Reproductive Rights Advocate Blazed Trail

March is Women's History Month. Over the centuries, nothing has been more important to women than reproductive freedom, yet such freedom was long in coming and hard won. Well into the 20th century, the mailing or distribution of basic information about contraception was a criminal offense. Margaret Sanger, a New York nurse concerned about the adverse effects of frequent childbirths, miscarriages and abortions, became the self-appointed crusader on behalf of reproductive rights in the United States.
In 1912 Sanger began to distribute birth control information to working-class women. Through her steadfast efforts over the next decade, women for the first time began to gain easy access to contraception. "The movement she started will grow to be, a hundred years from now, the most influential of all time," predicted the British futurist and historian H.G. Wells in 1931.

Sanger embraced the cause of reproductive freedom because of her personal experiences. Born Margaret Higgins in upstate New York in 1879, the child of Irish immigrants, she blamed her mother's premature death on her frequent pregnancies and the taxing demands of caring for a large family. Mrs. Higgins, a devout Catholic, conceived 18 times and gave birth to 11 children.

Margaret married architect William Sanger and soon thereafter they moved to New York City and immersed themselves in the bohemian culture and radical idealism of Greenwich Village. Sanger worked as a nurse and midwife in Manhattan tenements. There she saw many struggling young mothers who did not have enough money to provide basic support for their growing families. She also witnessed the consequences of unwanted pregnancies.

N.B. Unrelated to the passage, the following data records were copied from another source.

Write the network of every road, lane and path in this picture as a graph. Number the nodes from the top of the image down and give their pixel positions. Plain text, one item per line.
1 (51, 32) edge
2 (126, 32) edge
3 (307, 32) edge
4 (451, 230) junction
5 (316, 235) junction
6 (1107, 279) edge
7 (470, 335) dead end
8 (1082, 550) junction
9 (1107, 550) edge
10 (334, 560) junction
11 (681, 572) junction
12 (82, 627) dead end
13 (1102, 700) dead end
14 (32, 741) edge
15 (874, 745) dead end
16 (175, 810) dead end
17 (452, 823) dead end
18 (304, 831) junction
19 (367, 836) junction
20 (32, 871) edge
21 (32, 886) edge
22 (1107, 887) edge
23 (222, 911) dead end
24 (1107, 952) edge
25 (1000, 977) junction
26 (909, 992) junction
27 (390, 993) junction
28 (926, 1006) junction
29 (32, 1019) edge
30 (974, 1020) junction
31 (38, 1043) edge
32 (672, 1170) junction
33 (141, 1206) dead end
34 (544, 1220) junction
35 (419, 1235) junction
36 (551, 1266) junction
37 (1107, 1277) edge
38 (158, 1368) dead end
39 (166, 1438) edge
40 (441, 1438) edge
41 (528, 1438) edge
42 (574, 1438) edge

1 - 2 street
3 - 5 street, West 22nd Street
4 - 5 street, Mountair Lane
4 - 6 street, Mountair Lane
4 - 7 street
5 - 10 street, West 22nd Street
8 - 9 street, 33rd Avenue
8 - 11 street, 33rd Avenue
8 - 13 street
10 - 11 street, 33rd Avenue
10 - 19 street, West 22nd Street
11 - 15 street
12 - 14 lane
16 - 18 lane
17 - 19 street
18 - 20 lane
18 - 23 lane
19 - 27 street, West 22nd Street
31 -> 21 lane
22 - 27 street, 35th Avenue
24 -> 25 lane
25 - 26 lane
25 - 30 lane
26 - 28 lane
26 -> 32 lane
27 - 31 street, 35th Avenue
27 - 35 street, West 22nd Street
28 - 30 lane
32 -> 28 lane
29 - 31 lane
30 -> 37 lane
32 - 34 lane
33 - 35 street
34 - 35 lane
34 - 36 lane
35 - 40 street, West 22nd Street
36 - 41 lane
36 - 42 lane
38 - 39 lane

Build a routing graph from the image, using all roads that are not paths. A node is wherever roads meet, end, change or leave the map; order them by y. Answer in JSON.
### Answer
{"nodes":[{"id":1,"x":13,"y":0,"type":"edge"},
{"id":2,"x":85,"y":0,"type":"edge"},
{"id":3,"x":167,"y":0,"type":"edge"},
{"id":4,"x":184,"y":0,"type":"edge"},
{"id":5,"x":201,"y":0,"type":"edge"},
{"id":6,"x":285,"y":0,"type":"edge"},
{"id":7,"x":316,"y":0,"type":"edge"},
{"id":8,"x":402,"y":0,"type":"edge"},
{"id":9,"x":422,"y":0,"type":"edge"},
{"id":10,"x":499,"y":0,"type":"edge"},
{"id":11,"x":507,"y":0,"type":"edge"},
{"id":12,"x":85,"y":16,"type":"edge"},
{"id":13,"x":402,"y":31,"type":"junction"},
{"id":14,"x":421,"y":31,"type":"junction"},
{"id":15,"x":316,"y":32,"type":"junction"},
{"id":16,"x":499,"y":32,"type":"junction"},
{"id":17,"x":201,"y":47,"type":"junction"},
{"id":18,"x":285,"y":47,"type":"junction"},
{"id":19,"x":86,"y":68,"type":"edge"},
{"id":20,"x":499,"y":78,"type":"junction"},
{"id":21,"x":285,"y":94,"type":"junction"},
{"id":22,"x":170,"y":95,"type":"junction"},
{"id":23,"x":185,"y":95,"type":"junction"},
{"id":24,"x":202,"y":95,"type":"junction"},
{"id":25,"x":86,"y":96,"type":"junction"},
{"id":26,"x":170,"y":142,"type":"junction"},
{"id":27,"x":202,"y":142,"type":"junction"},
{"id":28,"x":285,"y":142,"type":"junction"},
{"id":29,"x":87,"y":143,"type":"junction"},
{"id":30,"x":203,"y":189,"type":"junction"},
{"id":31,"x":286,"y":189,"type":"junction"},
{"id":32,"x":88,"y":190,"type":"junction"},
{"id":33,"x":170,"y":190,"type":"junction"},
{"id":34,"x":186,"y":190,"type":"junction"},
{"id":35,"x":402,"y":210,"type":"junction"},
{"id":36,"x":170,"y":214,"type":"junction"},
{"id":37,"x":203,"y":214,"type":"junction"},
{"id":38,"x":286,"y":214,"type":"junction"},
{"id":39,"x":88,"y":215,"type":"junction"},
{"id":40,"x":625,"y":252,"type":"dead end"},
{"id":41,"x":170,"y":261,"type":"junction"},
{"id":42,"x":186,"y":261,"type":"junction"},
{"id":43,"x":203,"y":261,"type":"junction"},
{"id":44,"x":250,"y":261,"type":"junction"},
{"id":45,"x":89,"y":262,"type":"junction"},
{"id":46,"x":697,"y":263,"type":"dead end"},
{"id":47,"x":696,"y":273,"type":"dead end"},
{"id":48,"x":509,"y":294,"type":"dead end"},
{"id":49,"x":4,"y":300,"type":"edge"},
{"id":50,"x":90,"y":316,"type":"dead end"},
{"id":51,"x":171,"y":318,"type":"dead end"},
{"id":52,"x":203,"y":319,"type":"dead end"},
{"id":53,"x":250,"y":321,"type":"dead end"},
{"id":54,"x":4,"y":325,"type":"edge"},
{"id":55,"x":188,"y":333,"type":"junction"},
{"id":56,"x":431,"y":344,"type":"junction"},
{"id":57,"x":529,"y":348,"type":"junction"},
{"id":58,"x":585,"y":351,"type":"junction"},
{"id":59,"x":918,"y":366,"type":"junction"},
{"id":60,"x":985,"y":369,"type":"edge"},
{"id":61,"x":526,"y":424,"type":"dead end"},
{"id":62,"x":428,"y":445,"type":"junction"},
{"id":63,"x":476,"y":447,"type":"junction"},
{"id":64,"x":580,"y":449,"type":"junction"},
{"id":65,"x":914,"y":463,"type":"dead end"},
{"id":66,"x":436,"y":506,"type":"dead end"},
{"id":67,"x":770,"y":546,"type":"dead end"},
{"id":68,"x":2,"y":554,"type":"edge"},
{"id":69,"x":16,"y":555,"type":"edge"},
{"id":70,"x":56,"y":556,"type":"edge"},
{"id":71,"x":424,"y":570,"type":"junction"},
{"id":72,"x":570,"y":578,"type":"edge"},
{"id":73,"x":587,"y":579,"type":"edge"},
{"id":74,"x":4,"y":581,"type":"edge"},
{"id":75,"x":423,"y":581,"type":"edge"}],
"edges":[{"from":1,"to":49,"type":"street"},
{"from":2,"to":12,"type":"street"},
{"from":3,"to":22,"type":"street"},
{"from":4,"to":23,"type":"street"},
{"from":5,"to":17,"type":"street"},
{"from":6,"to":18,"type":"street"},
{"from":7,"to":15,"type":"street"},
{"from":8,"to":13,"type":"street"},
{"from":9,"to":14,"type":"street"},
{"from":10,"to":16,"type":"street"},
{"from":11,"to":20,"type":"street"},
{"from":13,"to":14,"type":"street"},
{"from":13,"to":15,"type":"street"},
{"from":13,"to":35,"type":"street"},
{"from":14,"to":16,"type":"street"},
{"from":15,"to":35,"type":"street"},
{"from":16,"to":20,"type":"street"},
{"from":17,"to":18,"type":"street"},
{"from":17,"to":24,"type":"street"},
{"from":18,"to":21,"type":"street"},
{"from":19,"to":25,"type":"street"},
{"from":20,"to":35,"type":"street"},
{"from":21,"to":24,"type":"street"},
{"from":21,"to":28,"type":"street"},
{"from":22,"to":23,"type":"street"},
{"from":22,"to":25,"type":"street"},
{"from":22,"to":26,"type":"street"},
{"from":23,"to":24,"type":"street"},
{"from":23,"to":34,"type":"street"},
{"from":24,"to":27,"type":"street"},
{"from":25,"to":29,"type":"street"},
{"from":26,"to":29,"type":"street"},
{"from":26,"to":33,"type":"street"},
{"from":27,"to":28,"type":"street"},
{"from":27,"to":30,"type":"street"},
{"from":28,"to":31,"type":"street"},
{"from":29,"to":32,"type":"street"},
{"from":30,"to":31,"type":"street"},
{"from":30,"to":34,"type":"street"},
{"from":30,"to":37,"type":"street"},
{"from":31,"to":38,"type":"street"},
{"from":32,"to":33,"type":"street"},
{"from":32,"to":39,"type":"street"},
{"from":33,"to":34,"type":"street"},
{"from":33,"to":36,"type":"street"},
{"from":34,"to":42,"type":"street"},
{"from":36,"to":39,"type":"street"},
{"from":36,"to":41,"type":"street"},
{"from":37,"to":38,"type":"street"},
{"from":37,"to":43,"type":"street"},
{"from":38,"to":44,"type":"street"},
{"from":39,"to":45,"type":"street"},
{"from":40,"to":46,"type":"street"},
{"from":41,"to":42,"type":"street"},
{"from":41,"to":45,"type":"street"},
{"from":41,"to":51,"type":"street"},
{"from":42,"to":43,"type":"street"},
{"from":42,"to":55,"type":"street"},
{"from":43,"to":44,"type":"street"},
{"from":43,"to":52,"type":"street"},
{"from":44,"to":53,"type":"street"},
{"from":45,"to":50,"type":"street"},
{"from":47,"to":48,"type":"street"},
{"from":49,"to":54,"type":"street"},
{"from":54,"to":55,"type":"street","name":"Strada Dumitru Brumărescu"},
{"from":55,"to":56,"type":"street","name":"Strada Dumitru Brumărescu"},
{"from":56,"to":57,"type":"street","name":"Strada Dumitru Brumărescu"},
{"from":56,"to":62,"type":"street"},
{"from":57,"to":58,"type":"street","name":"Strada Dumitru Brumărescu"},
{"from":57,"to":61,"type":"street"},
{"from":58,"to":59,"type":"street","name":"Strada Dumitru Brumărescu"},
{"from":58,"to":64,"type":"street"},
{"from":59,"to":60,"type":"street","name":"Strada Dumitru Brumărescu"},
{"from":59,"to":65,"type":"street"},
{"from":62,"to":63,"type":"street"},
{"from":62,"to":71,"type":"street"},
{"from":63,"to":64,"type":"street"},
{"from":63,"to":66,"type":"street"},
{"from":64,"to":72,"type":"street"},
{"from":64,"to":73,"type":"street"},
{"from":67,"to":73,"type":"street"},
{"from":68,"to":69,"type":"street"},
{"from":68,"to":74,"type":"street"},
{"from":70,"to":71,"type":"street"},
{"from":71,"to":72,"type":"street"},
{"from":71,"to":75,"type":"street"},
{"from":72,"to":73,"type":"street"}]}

While sitting at the bedside of a young woman dying of a self-induced abortion, Sanger resolved to spend her life helping women gain control of their own bodies. "No woman can call herself free until she can choose consciously whether she will or will not be a mother," she asserted.

In 1914 Sanger defied the law by publishing The Woman Rebel, a monthly journal that advocated the right to practice "birth control," a term she coined. Six months later, the police arrested Sanger for violating postal obscenity laws. Unwilling to risk a lengthy imprisonment, she fled to England.

The flamboyant crusader returned to New York a year later, eager to garner media attention through a sensational trial. The case, however, never made it to court. When Sanger's only daughter died suddenly of pneumonia, sympathetic publicity convinced the attorney general to drop the prosecution.

In 1916 Sanger opened the nation's first family planning clinic in Brooklyn. To promote its opening, she distributed fliers in English, Yiddish and Italian, asking: "MOTHERS! Can you afford to have a large family? Do you want any more children? If not, why do you have them? DO NOT KILL, DO NOT TAKE LIFE, BUT PREVENT!"

Hundreds of women flocked to the new clinic, arousing intense opposition from the Catholic Church. Police raided the clinic and arrested Sanger and her staff. The judge offered clemency if she would stop circulating information about contraception. She refused and spent 30 days in jail.

Sanger's trial produced an important legal victory. The New York State Court of Appeals ruled that contraceptives were legal if prescribed by physicians. Between 1914 and 1918 birth-control leagues developed in every major city of the United States. An excited Sanger reported that "millions of women are asserting their right to voluntary motherhood."

In 1921 Sanger organized the American Birth Control League, which in 1942 changed its name to Planned Parenthood. The organization distributed birth control information to doctors, social workers, women's clubs and the scientific community, as well as to thousands of individual women.

During the 1920s Sanger continued to champion a woman's right to "own and control her own body," but her tactics and style grew more conservative. She abandoned socialism and became a Republican. Divorced from her bohemian first husband, she remarried a wealthy industrialist in part because he promised to bankroll the cause of birth control. Now intent upon attracting support from middle-class Americans, Sanger downplayed the earlier association of reproductive control with women's rights and sought instead a compromise whereby contraceptives could be acquired through a physician.

During the 1920s Margaret Sanger alienated supporters, then and since, by endorsing sterilization for the mentally incompetent and those with hereditary deficiencies. Birth control, she stressed, was "the most constructive and necessary means to racial health." In 1928 Sanger resigned as president of the American Birth Control League.

Margaret Sanger was a free spirit. Charismatic and egotistical, charming and demanding, she loved the limelight and brooked no opposition. Yet for all of her faults, eccentricities and reversals, she never lost focus on women's freedom and its wider implications for social justice. She insisted that women should direct their own lives. In 1936 a federal court ruled that physicians could prescribe contraceptives — a vital step in Sanger's efforts to realize her slogan, "Every child a wanted child."